[Stored data]
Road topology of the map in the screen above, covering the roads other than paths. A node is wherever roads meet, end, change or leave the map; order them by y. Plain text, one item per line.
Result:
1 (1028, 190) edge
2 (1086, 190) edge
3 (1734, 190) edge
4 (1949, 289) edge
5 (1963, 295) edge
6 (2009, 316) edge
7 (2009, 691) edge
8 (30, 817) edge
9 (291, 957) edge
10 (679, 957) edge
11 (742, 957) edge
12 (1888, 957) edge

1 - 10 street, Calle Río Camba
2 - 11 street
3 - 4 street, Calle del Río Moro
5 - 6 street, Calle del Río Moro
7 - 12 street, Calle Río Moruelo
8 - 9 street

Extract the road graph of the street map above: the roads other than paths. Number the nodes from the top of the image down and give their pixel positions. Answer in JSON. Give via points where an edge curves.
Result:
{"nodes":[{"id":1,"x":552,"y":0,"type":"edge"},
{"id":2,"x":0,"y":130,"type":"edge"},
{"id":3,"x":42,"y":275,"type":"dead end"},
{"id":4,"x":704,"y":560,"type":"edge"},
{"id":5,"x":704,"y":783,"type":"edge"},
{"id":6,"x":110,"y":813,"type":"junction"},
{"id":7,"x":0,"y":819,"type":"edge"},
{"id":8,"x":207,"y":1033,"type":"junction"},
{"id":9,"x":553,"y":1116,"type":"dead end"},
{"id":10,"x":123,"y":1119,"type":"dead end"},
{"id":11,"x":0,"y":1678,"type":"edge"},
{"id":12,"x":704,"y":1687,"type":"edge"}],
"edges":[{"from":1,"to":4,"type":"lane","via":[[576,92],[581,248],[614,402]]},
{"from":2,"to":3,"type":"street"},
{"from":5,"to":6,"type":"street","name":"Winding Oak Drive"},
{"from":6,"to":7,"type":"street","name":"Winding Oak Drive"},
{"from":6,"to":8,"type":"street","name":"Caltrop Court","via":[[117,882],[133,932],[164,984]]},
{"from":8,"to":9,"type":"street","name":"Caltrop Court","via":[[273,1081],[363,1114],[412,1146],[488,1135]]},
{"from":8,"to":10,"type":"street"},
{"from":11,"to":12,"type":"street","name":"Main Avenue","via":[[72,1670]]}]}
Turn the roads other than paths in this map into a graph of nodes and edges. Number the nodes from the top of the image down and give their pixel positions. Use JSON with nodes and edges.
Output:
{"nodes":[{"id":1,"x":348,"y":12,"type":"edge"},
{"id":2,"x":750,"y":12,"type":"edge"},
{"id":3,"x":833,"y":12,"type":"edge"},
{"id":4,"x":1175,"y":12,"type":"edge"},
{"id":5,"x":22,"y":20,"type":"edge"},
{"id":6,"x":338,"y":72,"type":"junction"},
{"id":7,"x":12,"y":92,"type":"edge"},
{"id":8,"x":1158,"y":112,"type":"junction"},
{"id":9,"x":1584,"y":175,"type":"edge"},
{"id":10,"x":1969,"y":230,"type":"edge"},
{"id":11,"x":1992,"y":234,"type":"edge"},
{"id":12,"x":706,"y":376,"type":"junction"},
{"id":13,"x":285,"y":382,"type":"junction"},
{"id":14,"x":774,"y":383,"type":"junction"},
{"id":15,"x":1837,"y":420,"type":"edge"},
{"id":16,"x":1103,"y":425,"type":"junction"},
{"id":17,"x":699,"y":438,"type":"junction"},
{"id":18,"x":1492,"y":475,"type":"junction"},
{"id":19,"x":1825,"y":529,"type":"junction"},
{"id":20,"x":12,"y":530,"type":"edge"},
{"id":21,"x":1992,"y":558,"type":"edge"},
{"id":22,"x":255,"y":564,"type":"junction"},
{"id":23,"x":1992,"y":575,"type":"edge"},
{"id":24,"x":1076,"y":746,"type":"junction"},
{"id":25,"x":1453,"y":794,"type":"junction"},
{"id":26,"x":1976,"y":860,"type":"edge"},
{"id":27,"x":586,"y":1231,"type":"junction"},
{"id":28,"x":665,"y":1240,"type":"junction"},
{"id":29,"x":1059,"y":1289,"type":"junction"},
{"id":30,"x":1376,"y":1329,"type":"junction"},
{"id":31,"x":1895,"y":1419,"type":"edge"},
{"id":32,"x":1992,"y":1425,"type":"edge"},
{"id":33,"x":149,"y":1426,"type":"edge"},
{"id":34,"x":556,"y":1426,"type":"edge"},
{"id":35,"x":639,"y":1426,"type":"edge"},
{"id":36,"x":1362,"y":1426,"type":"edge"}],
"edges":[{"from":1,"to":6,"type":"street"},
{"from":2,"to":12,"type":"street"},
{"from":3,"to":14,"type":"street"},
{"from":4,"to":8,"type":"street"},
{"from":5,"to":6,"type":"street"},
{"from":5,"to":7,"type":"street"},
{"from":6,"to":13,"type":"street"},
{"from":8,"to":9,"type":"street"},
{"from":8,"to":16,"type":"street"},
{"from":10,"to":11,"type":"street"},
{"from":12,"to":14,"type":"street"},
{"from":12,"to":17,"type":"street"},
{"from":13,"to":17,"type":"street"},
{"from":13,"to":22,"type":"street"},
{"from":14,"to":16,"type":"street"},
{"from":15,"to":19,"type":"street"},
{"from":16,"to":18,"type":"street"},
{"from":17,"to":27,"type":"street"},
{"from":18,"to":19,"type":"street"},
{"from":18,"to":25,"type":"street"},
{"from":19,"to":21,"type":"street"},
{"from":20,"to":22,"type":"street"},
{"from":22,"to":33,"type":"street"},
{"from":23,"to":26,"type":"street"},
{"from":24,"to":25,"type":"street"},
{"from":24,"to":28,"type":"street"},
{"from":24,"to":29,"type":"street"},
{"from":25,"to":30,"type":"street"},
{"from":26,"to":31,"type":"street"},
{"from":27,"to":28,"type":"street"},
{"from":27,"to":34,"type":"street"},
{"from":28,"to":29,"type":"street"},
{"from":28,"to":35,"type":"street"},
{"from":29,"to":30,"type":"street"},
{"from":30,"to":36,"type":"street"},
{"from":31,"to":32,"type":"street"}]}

• _Exercise directions_
Your job here is to copy the entries above exactly.

• _Final answer_
Road topology of the map in the screen above, covering the roads other than paths. A node is wherever roads meet, end, change or leave the map; order them by y. Plain text, one item per line.
Result:
1 (1028, 190) edge
2 (1086, 190) edge
3 (1734, 190) edge
4 (1949, 289) edge
5 (1963, 295) edge
6 (2009, 316) edge
7 (2009, 691) edge
8 (30, 817) edge
9 (291, 957) edge
10 (679, 957) edge
11 (742, 957) edge
12 (1888, 957) edge

1 - 10 street, Calle Río Camba
2 - 11 street
3 - 4 street, Calle del Río Moro
5 - 6 street, Calle del Río Moro
7 - 12 street, Calle Río Moruelo
8 - 9 street

Extract the road graph of the street map above: the roads other than paths. Number the nodes from the top of the image down and give their pixel positions. Answer in JSON. Give via points where an edge curves.
Result:
{"nodes":[{"id":1,"x":552,"y":0,"type":"edge"},
{"id":2,"x":0,"y":130,"type":"edge"},
{"id":3,"x":42,"y":275,"type":"dead end"},
{"id":4,"x":704,"y":560,"type":"edge"},
{"id":5,"x":704,"y":783,"type":"edge"},
{"id":6,"x":110,"y":813,"type":"junction"},
{"id":7,"x":0,"y":819,"type":"edge"},
{"id":8,"x":207,"y":1033,"type":"junction"},
{"id":9,"x":553,"y":1116,"type":"dead end"},
{"id":10,"x":123,"y":1119,"type":"dead end"},
{"id":11,"x":0,"y":1678,"type":"edge"},
{"id":12,"x":704,"y":1687,"type":"edge"}],
"edges":[{"from":1,"to":4,"type":"lane","via":[[576,92],[581,248],[614,402]]},
{"from":2,"to":3,"type":"street"},
{"from":5,"to":6,"type":"street","name":"Winding Oak Drive"},
{"from":6,"to":7,"type":"street","name":"Winding Oak Drive"},
{"from":6,"to":8,"type":"street","name":"Caltrop Court","via":[[117,882],[133,932],[164,984]]},
{"from":8,"to":9,"type":"street","name":"Caltrop Court","via":[[273,1081],[363,1114],[412,1146],[488,1135]]},
{"from":8,"to":10,"type":"street"},
{"from":11,"to":12,"type":"street","name":"Main Avenue","via":[[72,1670]]}]}
Turn the roads other than paths in this map into a graph of nodes and edges. Number the nodes from the top of the image down and give their pixel positions. Use JSON with nodes and edges.
Output:
{"nodes":[{"id":1,"x":348,"y":12,"type":"edge"},
{"id":2,"x":750,"y":12,"type":"edge"},
{"id":3,"x":833,"y":12,"type":"edge"},
{"id":4,"x":1175,"y":12,"type":"edge"},
{"id":5,"x":22,"y":20,"type":"edge"},
{"id":6,"x":338,"y":72,"type":"junction"},
{"id":7,"x":12,"y":92,"type":"edge"},
{"id":8,"x":1158,"y":112,"type":"junction"},
{"id":9,"x":1584,"y":175,"type":"edge"},
{"id":10,"x":1969,"y":230,"type":"edge"},
{"id":11,"x":1992,"y":234,"type":"edge"},
{"id":12,"x":706,"y":376,"type":"junction"},
{"id":13,"x":285,"y":382,"type":"junction"},
{"id":14,"x":774,"y":383,"type":"junction"},
{"id":15,"x":1837,"y":420,"type":"edge"},
{"id":16,"x":1103,"y":425,"type":"junction"},
{"id":17,"x":699,"y":438,"type":"junction"},
{"id":18,"x":1492,"y":475,"type":"junction"},
{"id":19,"x":1825,"y":529,"type":"junction"},
{"id":20,"x":12,"y":530,"type":"edge"},
{"id":21,"x":1992,"y":558,"type":"edge"},
{"id":22,"x":255,"y":564,"type":"junction"},
{"id":23,"x":1992,"y":575,"type":"edge"},
{"id":24,"x":1076,"y":746,"type":"junction"},
{"id":25,"x":1453,"y":794,"type":"junction"},
{"id":26,"x":1976,"y":860,"type":"edge"},
{"id":27,"x":586,"y":1231,"type":"junction"},
{"id":28,"x":665,"y":1240,"type":"junction"},
{"id":29,"x":1059,"y":1289,"type":"junction"},
{"id":30,"x":1376,"y":1329,"type":"junction"},
{"id":31,"x":1895,"y":1419,"type":"edge"},
{"id":32,"x":1992,"y":1425,"type":"edge"},
{"id":33,"x":149,"y":1426,"type":"edge"},
{"id":34,"x":556,"y":1426,"type":"edge"},
{"id":35,"x":639,"y":1426,"type":"edge"},
{"id":36,"x":1362,"y":1426,"type":"edge"}],
"edges":[{"from":1,"to":6,"type":"street"},
{"from":2,"to":12,"type":"street"},
{"from":3,"to":14,"type":"street"},
{"from":4,"to":8,"type":"street"},
{"from":5,"to":6,"type":"street"},
{"from":5,"to":7,"type":"street"},
{"from":6,"to":13,"type":"street"},
{"from":8,"to":9,"type":"street"},
{"from":8,"to":16,"type":"street"},
{"from":10,"to":11,"type":"street"},
{"from":12,"to":14,"type":"street"},
{"from":12,"to":17,"type":"street"},
{"from":13,"to":17,"type":"street"},
{"from":13,"to":22,"type":"street"},
{"from":14,"to":16,"type":"street"},
{"from":15,"to":19,"type":"street"},
{"from":16,"to":18,"type":"street"},
{"from":17,"to":27,"type":"street"},
{"from":18,"to":19,"type":"street"},
{"from":18,"to":25,"type":"street"},
{"from":19,"to":21,"type":"street"},
{"from":20,"to":22,"type":"street"},
{"from":22,"to":33,"type":"street"},
{"from":23,"to":26,"type":"street"},
{"from":24,"to":25,"type":"street"},
{"from":24,"to":28,"type":"street"},
{"from":24,"to":29,"type":"street"},
{"from":25,"to":30,"type":"street"},
{"from":26,"to":31,"type":"street"},
{"from":27,"to":28,"type":"street"},
{"from":27,"to":34,"type":"street"},
{"from":28,"to":29,"type":"street"},
{"from":28,"to":35,"type":"street"},
{"from":29,"to":30,"type":"street"},
{"from":30,"to":36,"type":"street"},
{"from":31,"to":32,"type":"street"}]}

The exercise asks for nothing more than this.